Après avoir rappelé que l’art (mais lequel ?) était donc imitation de la nature, l’A. dégage alors une conclusion assez surprenante et qui, en tous les cas, mériterait d’être quelque peu nuancée, à moins de considérer que la technè et ses œuvres soient, chez Aristote, exclus de l’être : « Les réalisations de l’art ne sont pas des substances. Elles n’ont pas en elles le principe de leur mouvement, mais elles sont analogues aux substances naturelles, l’art étant pour Aristote une imitation de la nature. » (p. 43). Le problème, ici, tient au fait que si les réalisations de l’art ne sont pas des substances, on voit mal quel statut elles pourraient bien revêtir dans l’ontologie d’Aristote qui, comme on sait, assimile l’être comme tel à l’ousia. On s’attendrait donc à plus de prudence sur un sujet aussi complexe dont l’on aimerait que l’A. nous présente les coordonnées du problème9 plutôt qu’une solution un peu vite expédiée. L’une des difficultés principales, exposées par Aristote en Métaphysique B4, H3 et Λ3, c’est en effet que, dans l’artefact, contrairement à ce qui se passe pour la substance naturelle, la forme n’existe pas de façon séparée, ce qui le conduit, en Mét. H3, à se demander – et non à affirmer – si l’on ne doit pas limiter la substance aux seuls êtres naturels.

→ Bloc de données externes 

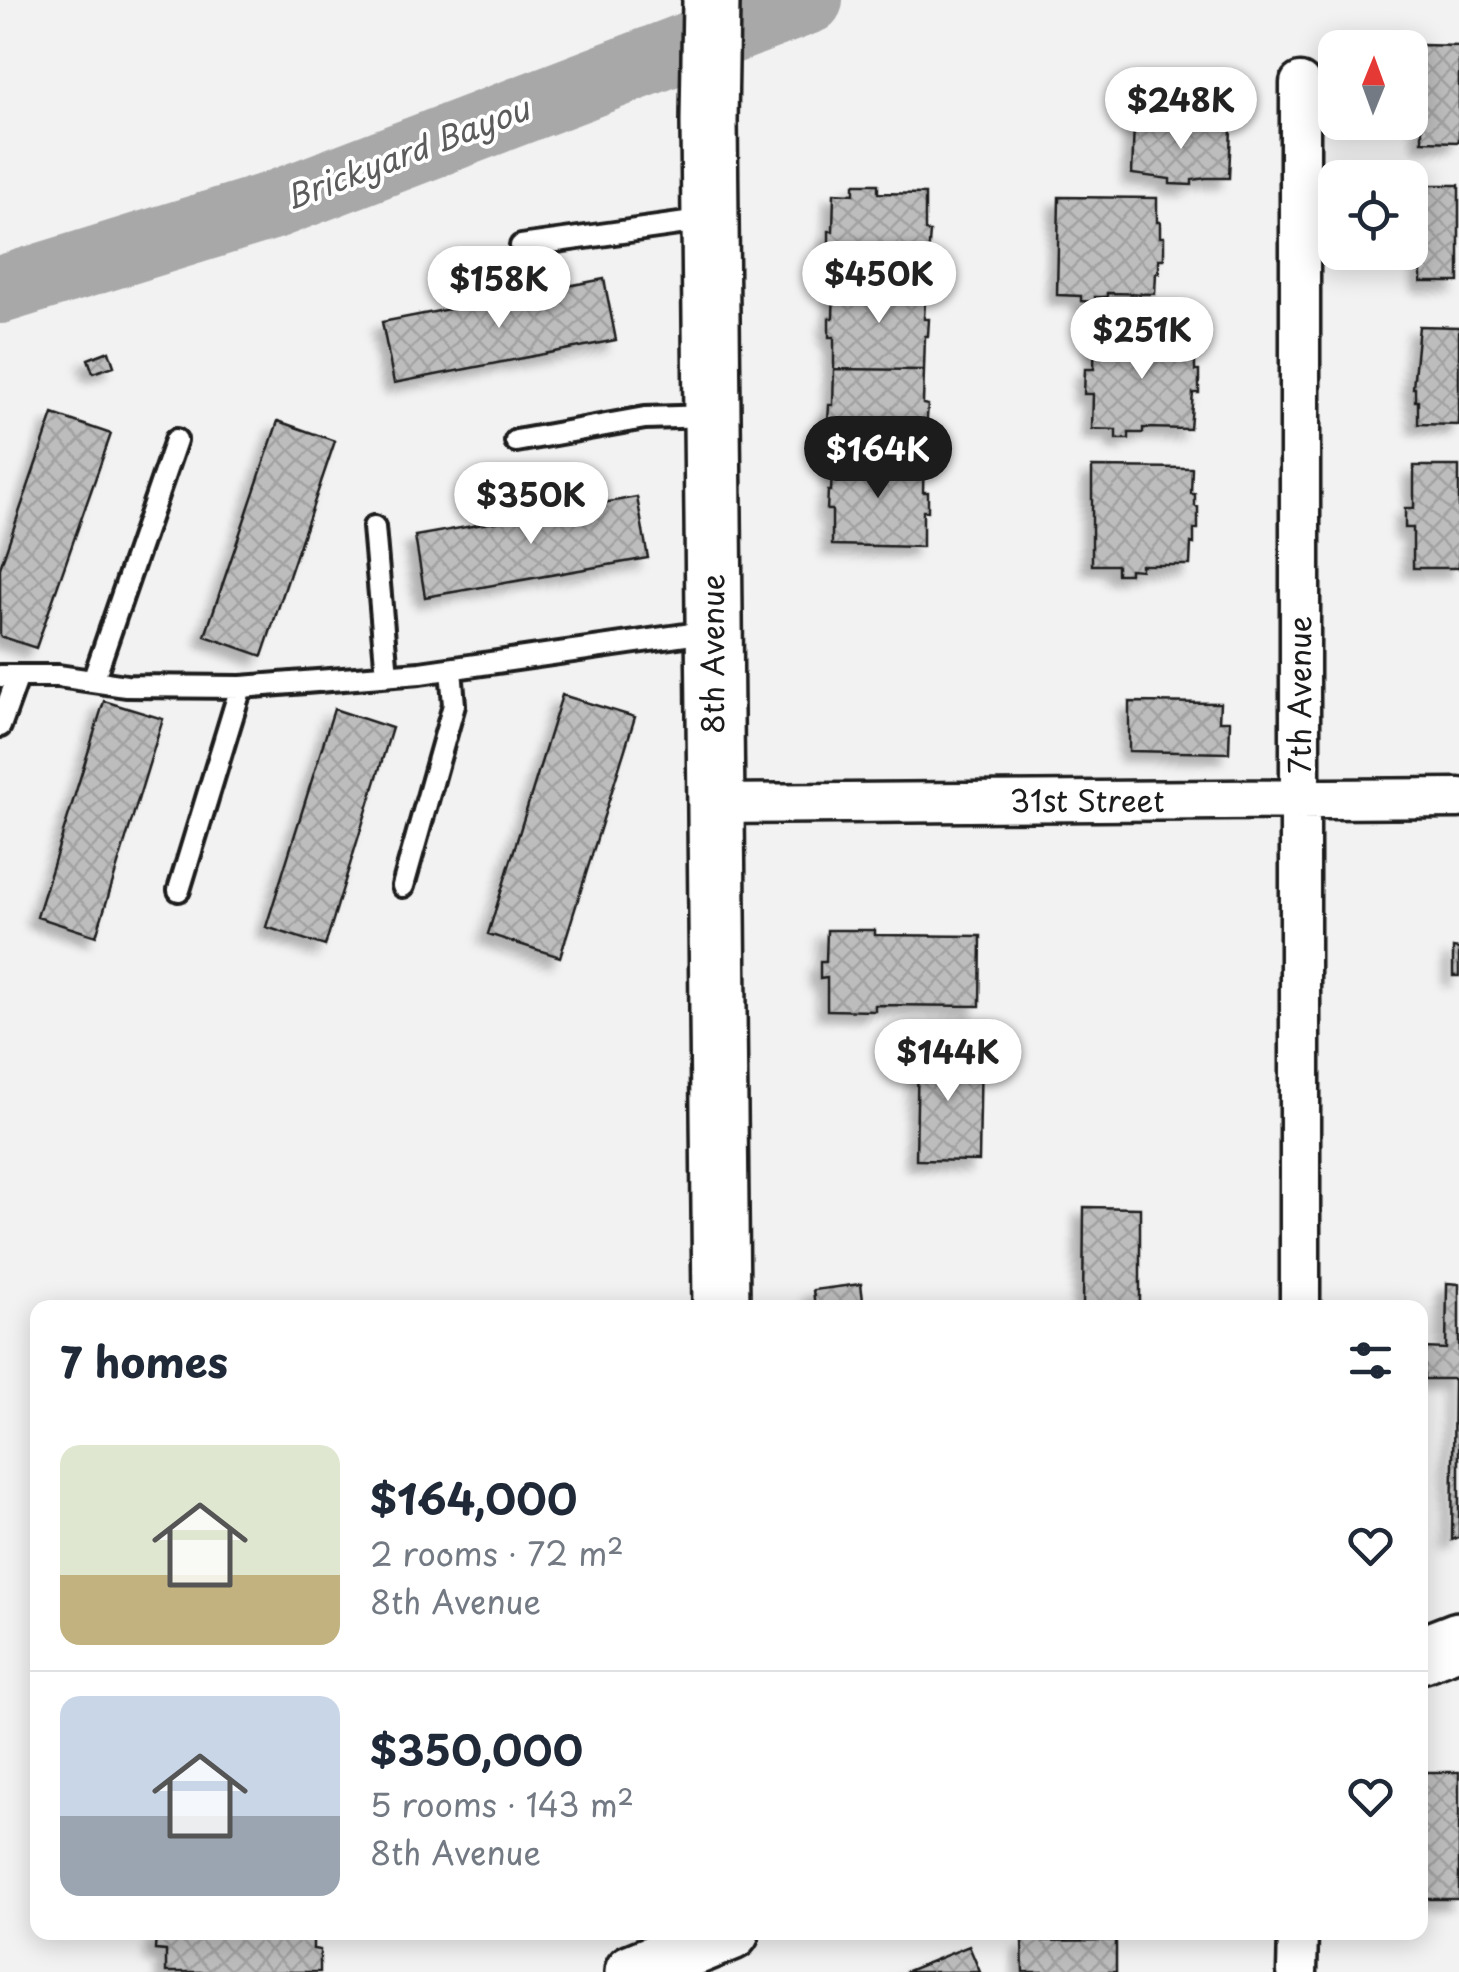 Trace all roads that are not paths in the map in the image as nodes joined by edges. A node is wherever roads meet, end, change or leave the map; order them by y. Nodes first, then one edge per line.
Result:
1 (711, 0) edge
2 (1300, 83) dead end
3 (710, 220) junction
4 (521, 246) dead end
5 (712, 416) junction
6 (176, 440) dead end
7 (516, 441) dead end
8 (374, 527) dead end
9 (714, 631) junction
10 (451, 669) junction
11 (387, 675) junction
12 (9, 676) edge
13 (93, 682) junction
14 (240, 686) junction
15 (0, 726) edge
16 (1459, 798) edge
17 (1301, 801) junction
18 (714, 804) junction
19 (403, 886) dead end
20 (179, 890) dead end
21 (721, 1300) edge
22 (1300, 1300) edge
23 (1459, 1640) edge
24 (1428, 1652) edge
25 (713, 1940) edge
26 (730, 1940) edge
27 (1298, 1940) edge
28 (633, 1972) edge
29 (728, 1972) edge
30 (1297, 1972) edge

1 - 3 street, 8th Avenue
2 - 17 street, 7th Avenue
3 - 4 lane
3 - 5 street, 8th Avenue
5 - 7 lane
5 - 9 street, 8th Avenue
6 - 13 lane
8 - 11 lane
9 - 10 lane
9 - 18 street, 8th Avenue
10 - 11 lane
10 - 19 lane
11 - 14 lane
12 - 13 lane
12 - 15 lane
13 - 14 lane
14 - 20 lane
16 - 17 street, 31st Street
17 - 18 street, 31st Street
17 - 22 street, 7th Avenue
18 - 21 street, 8th Avenue
23 - 24 street
25 - 28 street
26 - 29 street
27 - 30 street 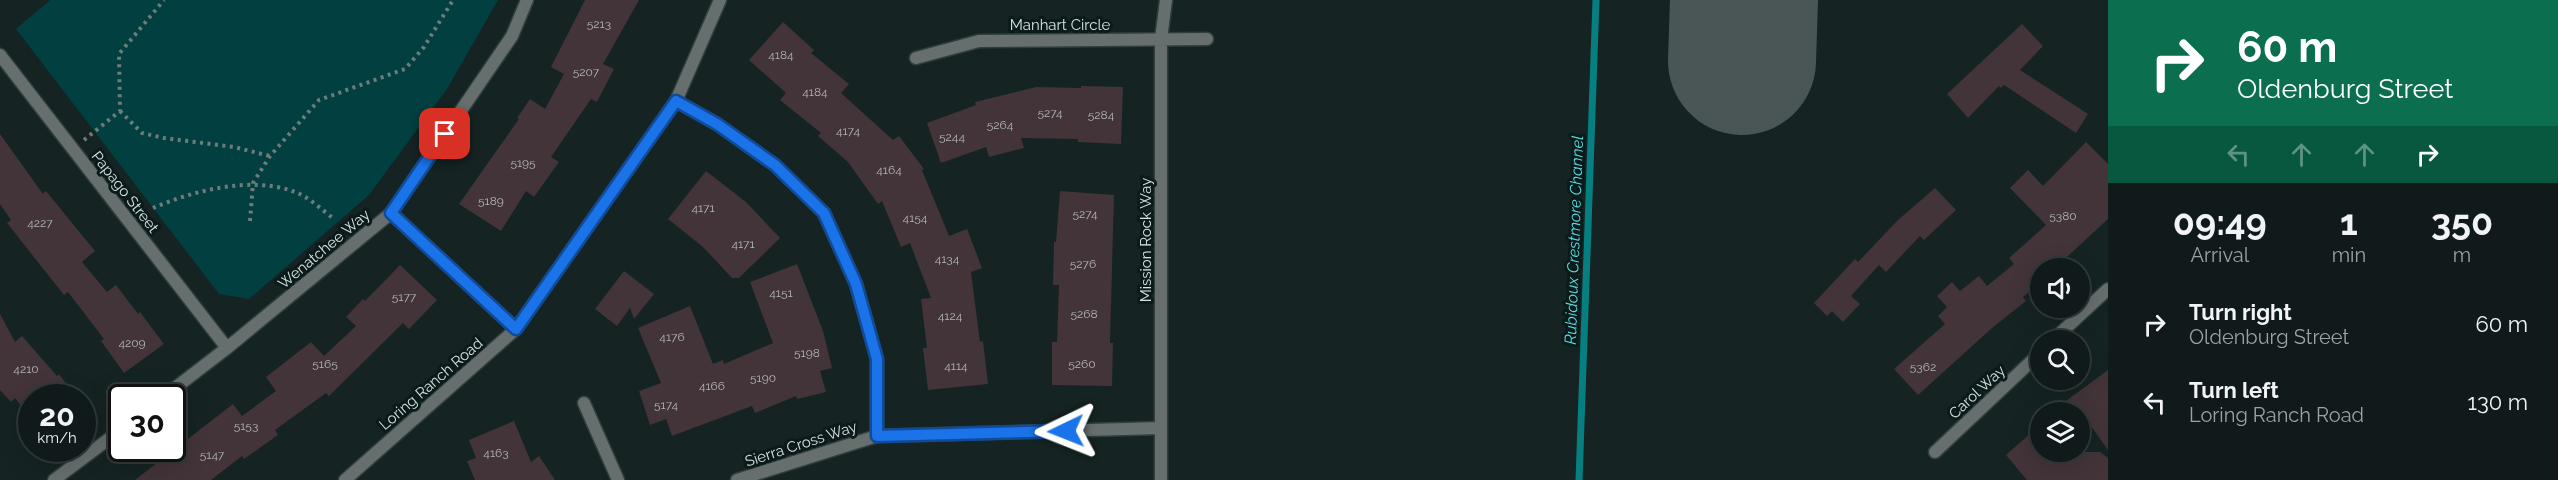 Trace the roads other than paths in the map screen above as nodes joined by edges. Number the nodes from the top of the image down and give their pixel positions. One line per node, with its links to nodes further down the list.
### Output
1 (527, 0): 9 (street, Wenatchee Way)
2 (720, 0): 8 (street, Loring Ranch Road)
3 (1166, 0): 4 (street, Mission Rock Way)
4 (1161, 39): 5 (street, Manhart Circle); 7 (street, Manhart Circle); 17 (street, Mission Rock Way)
5 (1207, 39)
6 (0, 55): 13 (street, Papago Street)
7 (915, 58)
8 (676, 101): 11 (street, Loring Ranch Road); 18 (street)
9 (391, 213): 11 (street); 13 (street, Wenatchee Way)
10 (2108, 289): 12 (street)
11 (516, 329): 22 (street, Loring Ranch Road)
12 (2064, 330)
13 (227, 348): 15 (street, Wenatchee Way)
14 (2030, 362): 20 (street, Carol Way)
15 (180, 384)
16 (584, 403): 23 (street)
17 (1161, 428): 18 (street, Sierra Cross Way); 25 (street, Mission Rock Way)
18 (877, 436): 24 (street, Sierra Cross Way)
19 (108, 440): 21 (street)
20 (1935, 452)
21 (54, 480)
22 (345, 480)
23 (618, 480)
24 (737, 480)
25 (1161, 480) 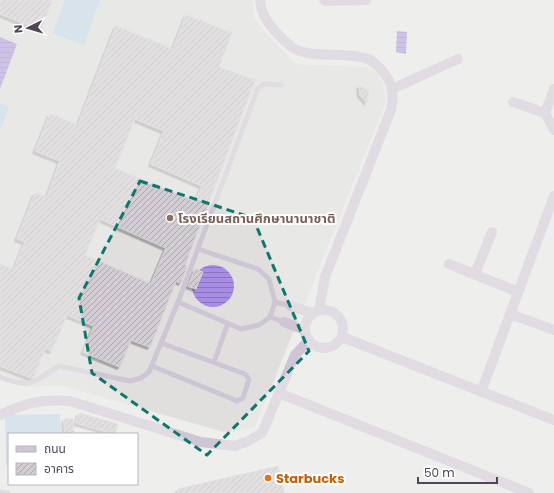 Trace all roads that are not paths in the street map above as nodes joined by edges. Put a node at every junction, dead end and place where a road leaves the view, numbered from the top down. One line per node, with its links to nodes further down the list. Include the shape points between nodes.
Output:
1 (260, 0): 6 (street, via 267,21 284,41 294,48 307,52 368,59 387,76)
2 (324, 0): 3 (street)
3 (366, 0)
4 (458, 59): 6 (street)
5 (281, 85): 13 (lane, via 265,84 258,88)
6 (392, 89): 20 (street, via 391,110 325,277)
7 (554, 89): 9 (street)
8 (513, 102): 9 (street)
9 (545, 113): 10 (street)
10 (554, 130)
11 (554, 196): 16 (street)
12 (492, 232): 15 (street)
13 (198, 249): 17 (lane); 18 (lane, via 258,269 269,279)
14 (449, 264): 15 (street)
15 (475, 274): 16 (street)
16 (518, 292): 21 (street)
17 (178, 302): 24 (lane); 28 (lane)
18 (275, 302): 19 (lane); 22 (lane)
19 (290, 306): 20 (street)
20 (316, 311): 26 (street, via 307,320); 27 (street, via 330,310 337,313 344,328)
21 (510, 314): 25 (street); 33 (street)
22 (270, 317): 23 (lane); 24 (lane, via 259,325 241,329)
23 (284, 322): 26 (street)
24 (228, 323): 29 (lane)
25 (554, 330)
26 (307, 335): 27 (street, via 316,346 326,348 337,343); 32 (street)
27 (342, 337): 33 (street)
28 (161, 342): 29 (lane); 30 (lane)
29 (214, 362): 30 (lane, via 248,376 249,382 241,400 234,400)
30 (152, 366): 31 (lane, via 141,378 130,381 59,366 31,383 21,384)
31 (0, 377)
32 (279, 392): 34 (street, via 262,433 235,446 201,442 70,402 50,400 22,405); 38 (street)
33 (481, 392): 35 (street)
34 (0, 415)
35 (554, 420)
36 (0, 492): 37 (lane)
37 (8, 493)
38 (529, 493) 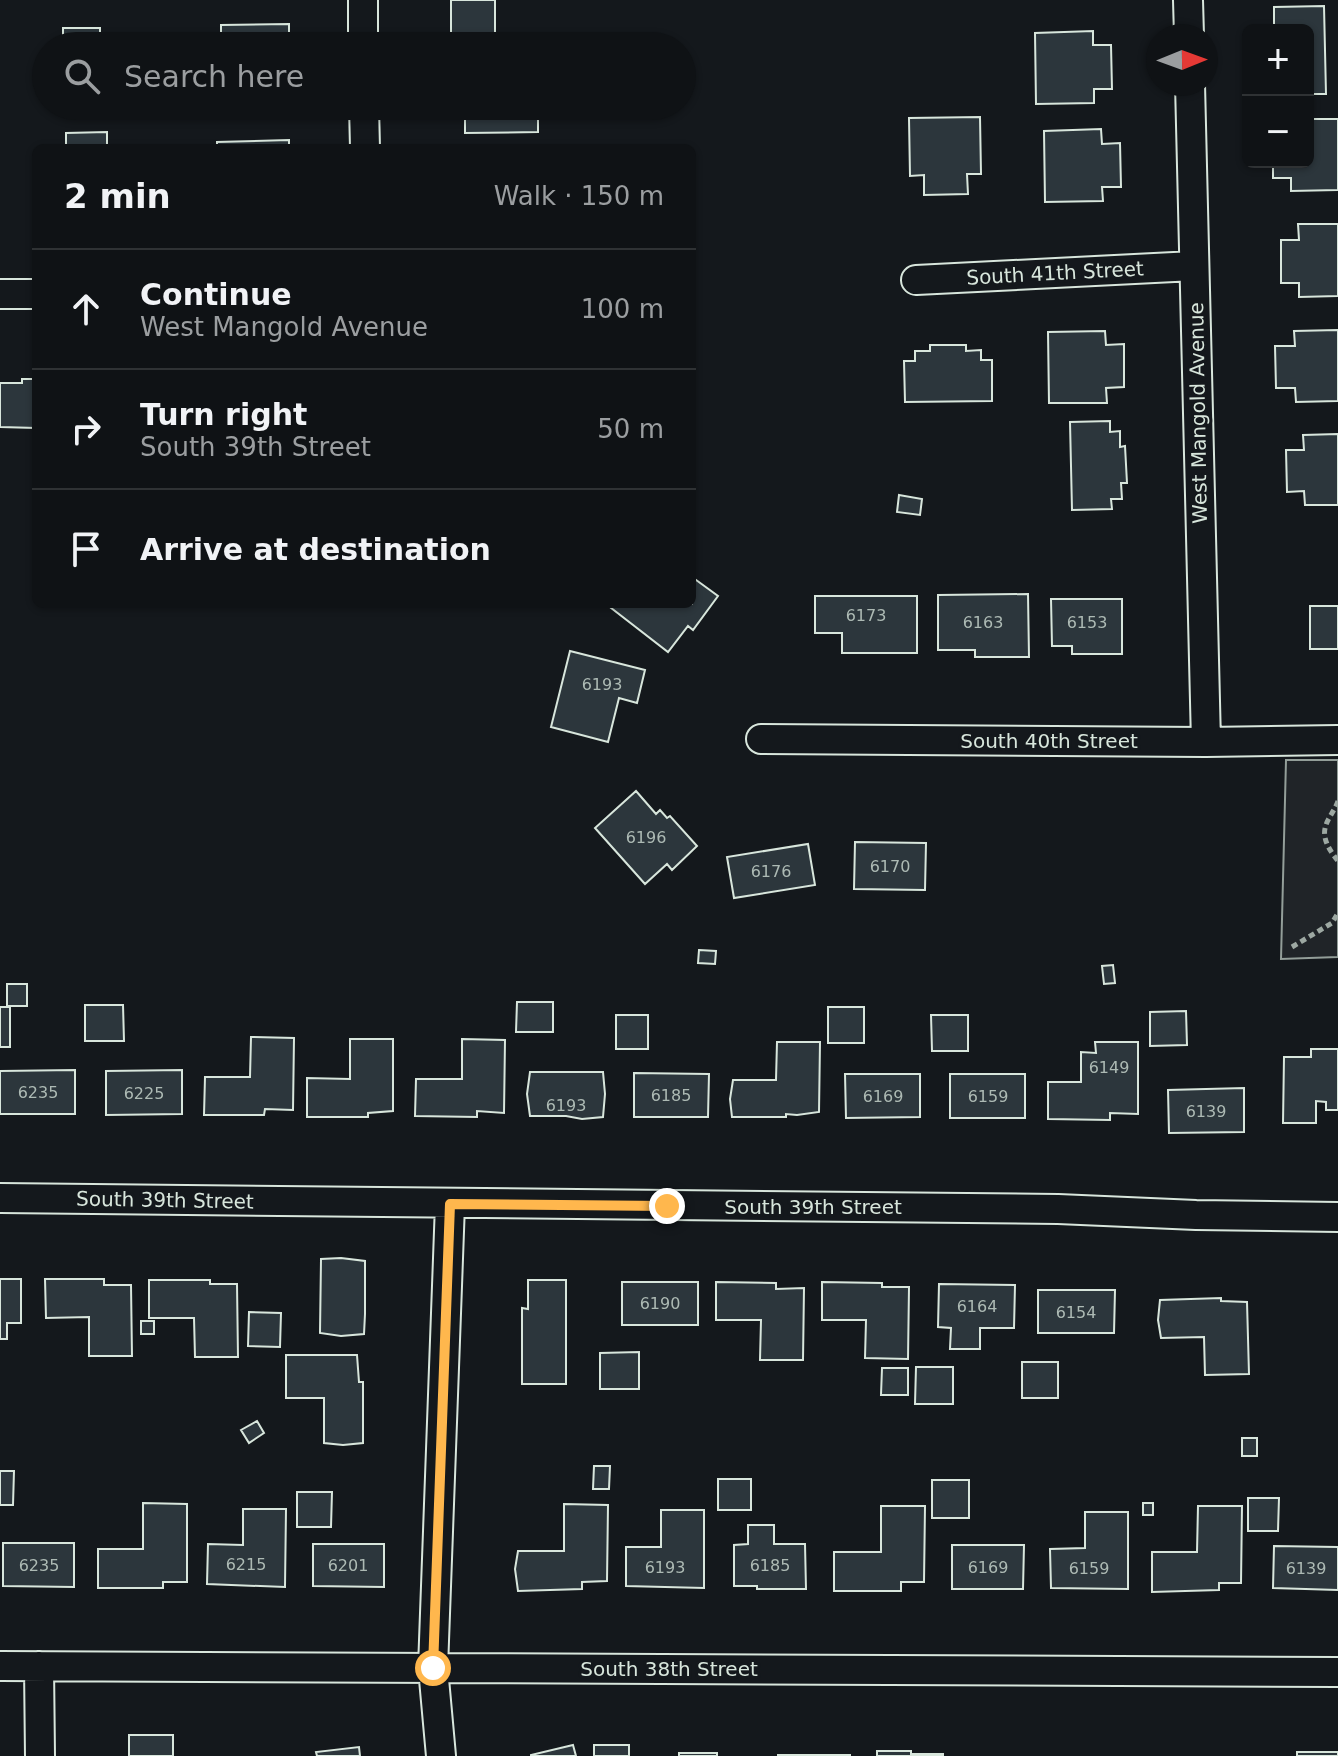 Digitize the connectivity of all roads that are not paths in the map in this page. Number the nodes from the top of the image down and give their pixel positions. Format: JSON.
{"nodes":[{"id":1,"x":363,"y":0,"type":"edge"},
{"id":2,"x":1188,"y":0,"type":"edge"},
{"id":3,"x":1189,"y":24,"type":"edge"},
{"id":4,"x":363,"y":32,"type":"edge"},
{"id":5,"x":1190,"y":96,"type":"edge"},
{"id":6,"x":364,"y":120,"type":"edge"},
{"id":7,"x":365,"y":144,"type":"edge"},
{"id":8,"x":1194,"y":266,"type":"junction"},
{"id":9,"x":916,"y":280,"type":"dead end"},
{"id":10,"x":0,"y":294,"type":"edge"},
{"id":11,"x":32,"y":294,"type":"edge"},
{"id":12,"x":761,"y":739,"type":"dead end"},
{"id":13,"x":1338,"y":740,"type":"edge"},
{"id":14,"x":1206,"y":742,"type":"junction"},
{"id":15,"x":0,"y":1198,"type":"edge"},
{"id":16,"x":450,"y":1204,"type":"junction"},
{"id":17,"x":1338,"y":1217,"type":"edge"},
{"id":18,"x":0,"y":1666,"type":"edge"},
{"id":19,"x":39,"y":1666,"type":"junction"},
{"id":20,"x":433,"y":1668,"type":"junction"},
{"id":21,"x":1338,"y":1672,"type":"edge"},
{"id":22,"x":40,"y":1756,"type":"edge"},
{"id":23,"x":441,"y":1756,"type":"edge"}],
"edges":[{"from":1,"to":4,"type":"street"},
{"from":2,"to":3,"type":"street"},
{"from":5,"to":8,"type":"street","name":"West Mangold Avenue"},
{"from":6,"to":7,"type":"street"},
{"from":8,"to":9,"type":"street","name":"South 41th Street"},
{"from":8,"to":14,"type":"street","name":"West Mangold Avenue"},
{"from":10,"to":11,"type":"street"},
{"from":12,"to":14,"type":"street","name":"South 40th Street"},
{"from":13,"to":14,"type":"street","name":"South 40th Street"},
{"from":15,"to":16,"type":"street","name":"South 39th Street"},
{"from":16,"to":17,"type":"street","name":"South 39th Street"},
{"from":16,"to":20,"type":"street"},
{"from":18,"to":19,"type":"street","name":"South 38th Street"},
{"from":19,"to":20,"type":"street","name":"South 38th Street"},
{"from":19,"to":22,"type":"street"},
{"from":20,"to":21,"type":"street","name":"South 38th Street"},
{"from":20,"to":23,"type":"street"}]}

Ce qui est certain, c’est que la nature revêt dans l’examen sur la substance un rôle paradigmatique10, et certains commentateurs n’ont en effet pas hésité à en conclure à la non-substantialité des produits de la technique11. Reste que c’est là s’exposer à de redoutables difficultés puisqu’il faut alors expliquer : i/ pourquoi Aristote ne cesse de recourir à des exemples techniques (notamment la maison, la statue) pour penser la substance ; ii/ ce qu’elle devient ou, plutôt, ce qu’elle est, si les produits de la technique ne sont pas des substances ; iii/ enfin, et corrélativement, ce qu’il en est de l’ambition expressément formulée par Aristote de penser, à travers la substance, la totalité de ce qui est.

Technè et dynamis

Le second problème, toujours au sujet de la technè, se trouve ensuite dans la façon dont l’A. présente son identification, en Métaphysique Θ 2, à une puissance active et, plus précisément, à une puissance rationnelle (dynamis meta logou). Il est certes important de rappeler que la technè constitue chez Aristote une puissance active, autrement dit le « principe de changement dans un autre être ou dans le même en tant qu’autre », mais que, sans médiation, on utilise, comme le fait l’A., cette idée pour comprendre le rapport de l’art, entendu cette fois au sens de la représentation, à son public, c’est là une extension pour le moins périlleuse. « Des arts poétiques, Aristote nous dit qu’ils sont des puissances, car ils sont principes de changement dans un autre être ou dans l’artiste lui-même en tant qu’autre. L’art modifie l’âme de tous ceux sur lesquels il a une emprise, que ce soit le public ou l’artiste lui-même. » (p. 45). On a là, une fois encore, l’exemple d’une torsion qui n’est possible qu’à ne pas prendre soin de distinguer les domaines, en faisant comme si les arts dits « poétiques » chez Aristote (en ce qu’ils concernent une poiêsis, soit une production) avaient tous un sens poétique au sens cette fois moderne du terme, et comme si on pouvait sans détour utiliser les analyses de Métaphysique Θ 2 pour penser l’action d’une œuvre artistique sur son public. Au passage, on relèvera une bizarrerie, la technè étant assimilée par l’A. non seulement à une puissance active (l’architecte), mais également à une puissance passive (les matériaux), ce qui paraît tout de même difficilement conciliable avec la position aristotélicienne puisqu’on voit mal ce qui, en la matière, pourrait s’apparenter à une technè. Que l’actualisation de toute technè et, plus généralement, de toute puissance active requiert la présence d’une puissance passive n’implique pas en effet que la seconde puisse être incluse dans la première.

Du plaisir à la beauté

Sans entrer dans le détail, les analyses sur la production, puis sur le plaisir esthétique et la beauté souffrent, selon nous, d’une même imprécision. De la production (poiêsis), l’auteur prend soin de rappeler les grands traits dans la philosophie d’Aristote : qu’elle s’enracine, comme l’art dont elle est l’accomplissement, dans la partie rationnelle et calculatrice de l’âme et que, contrairement à la prudence, sa fin lui est extérieure (EN VI, 2). Le lecteur restera en revanche quelque peu surpris par la traduction du terme de poiêsis indifféremment traduit par « production » et « création » (« les beaux-arts et l’art » définis comme « faculté de création » (p. 48)). Or quand on sait l’origine du terme de création – catégorie absente du monde grec – et la façon dont il sera utilisé pour décrire le génie et l’activité artistique, on ne peut que s’étonner d’un tel flottement, à plus forte raison dans un ouvrage consacré à la problématique « esthétique », et qui n’est donc pas sans ignorer les implications du terme – comme l’atteste l’expression anachronique de « beaux arts ».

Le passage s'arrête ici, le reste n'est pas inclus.